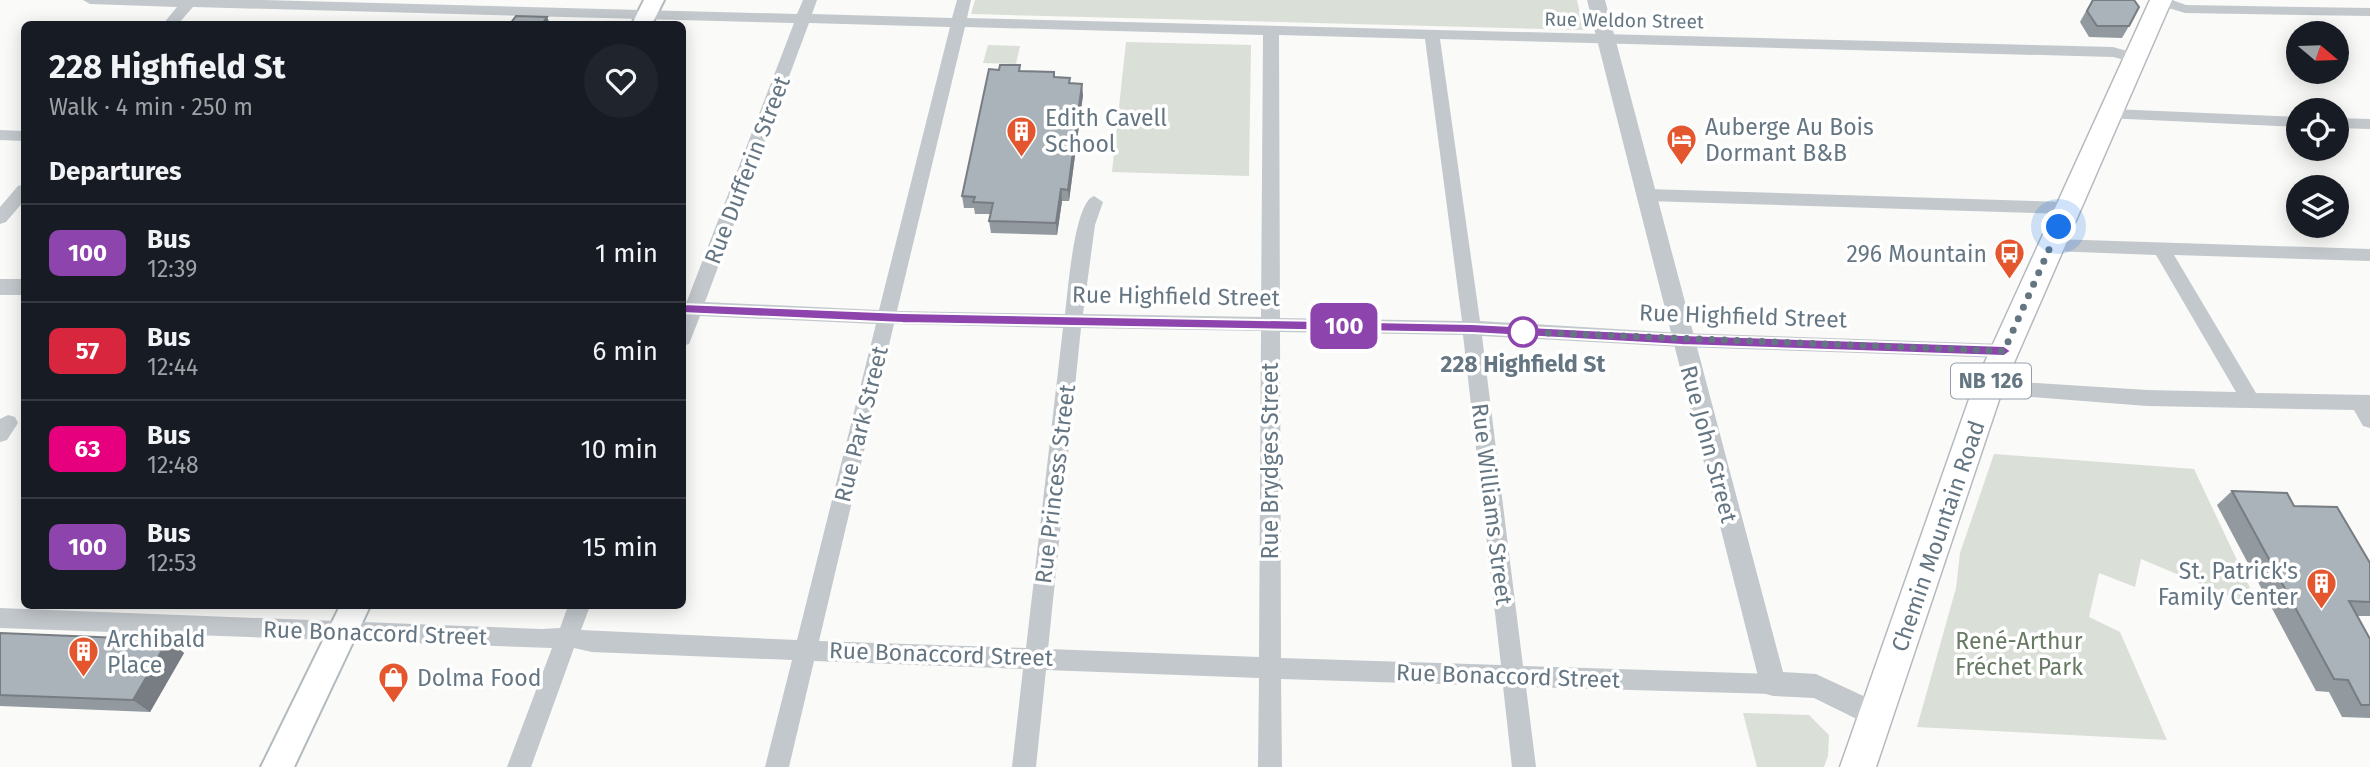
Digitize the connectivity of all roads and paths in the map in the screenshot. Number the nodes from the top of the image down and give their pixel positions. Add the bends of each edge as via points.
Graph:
1 (90, 0) edge
2 (810, 0) edge
3 (964, 0) edge
4 (1595, 0) edge
5 (190, 1) edge
6 (2161, 1) edge
7 (648, 12) edge
8 (2370, 12) edge
9 (804, 17) junction
10 (173, 21) edge
11 (958, 21) junction
12 (1271, 30) junction
13 (1432, 33) junction
14 (1605, 38) junction
15 (2136, 58) junction
16 (2112, 114) junction
17 (2286, 121) edge
18 (2349, 123) edge
19 (2370, 124) edge
20 (0, 135) edge
21 (21, 136) edge
22 (21, 194) edge
23 (1647, 195) junction
24 (1094, 202) dead end
25 (2067, 208) junction
26 (0, 218) edge
27 (2052, 245) junction
28 (2162, 250) junction
29 (2370, 255) edge
30 (0, 287) edge
31 (21, 287) edge
32 (688, 308) edge
33 (887, 317) junction
34 (1073, 320) junction
35 (1269, 324) junction
36 (1472, 328) junction
37 (1682, 340) junction
38 (2004, 351) junction
39 (1988, 388) junction
40 (2252, 401) junction
41 (2364, 402) edge
42 (2370, 420) edge
43 (578, 609) edge
44 (85, 613) edge
45 (0, 618) edge
46 (349, 618) edge
47 (567, 637) junction
48 (804, 648) junction
49 (1034, 658) junction
50 (1269, 668) junction
51 (1515, 677) junction
52 (1773, 684) junction
53 (1877, 716) junction
54 (277, 767) edge
55 (519, 767) edge
56 (777, 767) edge
57 (1024, 767) edge
58 (1269, 767) edge
59 (1524, 767) edge
60 (1858, 767) edge

1 - 5 street, Rue Weldon Street
2 - 9 street, Rue Dufferin Street
3 - 11 street, Rue Park Street
4 - 14 street, Rue John Street
5 - 7 street, Rue Weldon Street
5 - 10 street
6 - 8 street via 2185,9
6 - 15 main road, Chemin Mountain Road / NB 126
7 - 9 street, Rue Weldon Street
9 - 11 street, Rue Weldon Street
9 - 32 street, Rue Dufferin Street
11 - 12 street, Rue Weldon Street
11 - 33 street, Rue Park Street
12 - 13 street, Rue Weldon Street
12 - 35 street, Rue Brydges Street
13 - 14 street, Rue Weldon Street
13 - 36 street, Rue Williams Street
14 - 15 street, Rue Weldon Street via 2113,52
14 - 23 street, Rue John Street
15 - 16 main road, Chemin Mountain Road / NB 126
16 - 17 street
16 - 25 main road, Chemin Mountain Road / NB 126
18 - 19 street
20 - 21 street
22 - 26 street
23 - 25 street
23 - 37 street, Rue John Street
24 - 34 street, Rue Princess Street via 1086,225
25 - 27 main road, Chemin Mountain Road / NB 126
27 - 28 street
27 - 38 main road, Chemin Mountain Road / NB 126
28 - 29 street
28 - 40 street
30 - 31 street
32 - 33 street, Rue Highfield Street
33 - 34 street, Rue Highfield Street
33 - 48 street, Rue Park Street
34 - 35 street, Rue Highfield Street
34 - 49 street, Rue Princess Street
35 - 36 street, Rue Highfield Street
35 - 50 street, Rue Brydges Street
36 - 37 street, Rue Highfield Street
36 - 51 street, Rue Williams Street
37 - 38 street, Rue Highfield Street
37 - 52 street, Rue John Street
38 - 39 main road, Chemin Mountain Road / NB 126
39 - 40 street
39 - 53 main road, Chemin Mountain Road / NB 126
40 - 41 street
41 - 42 street
43 - 47 street
44 - 45 street, Rue Bonaccord Street
44 - 46 street, Rue Bonaccord Street
46 - 47 street, Rue Bonaccord Street via 542,639
46 - 54 main road
47 - 48 street, Rue Bonaccord Street via 592,642
47 - 55 street
48 - 49 street, Rue Bonaccord Street
48 - 56 street, Rue Park Street
49 - 50 street, Rue Bonaccord Street
49 - 57 street, Rue Princess Street
50 - 51 street, Rue Bonaccord Street
50 - 58 street, Rue Brydges Street
51 - 52 street, Rue Bonaccord Street
51 - 59 street, Rue Williams Street
52 - 53 street, Rue Bonaccord Street via 1816,686
53 - 60 main road, Chemin Mountain Road / NB 126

::::::::::

Exercise brief: Your response should be the lines of the entries above that include the string "Brydges".

Written reply:
12 - 35 street, Rue Brydges Street
35 - 50 street, Rue Brydges Street
50 - 58 street, Rue Brydges Street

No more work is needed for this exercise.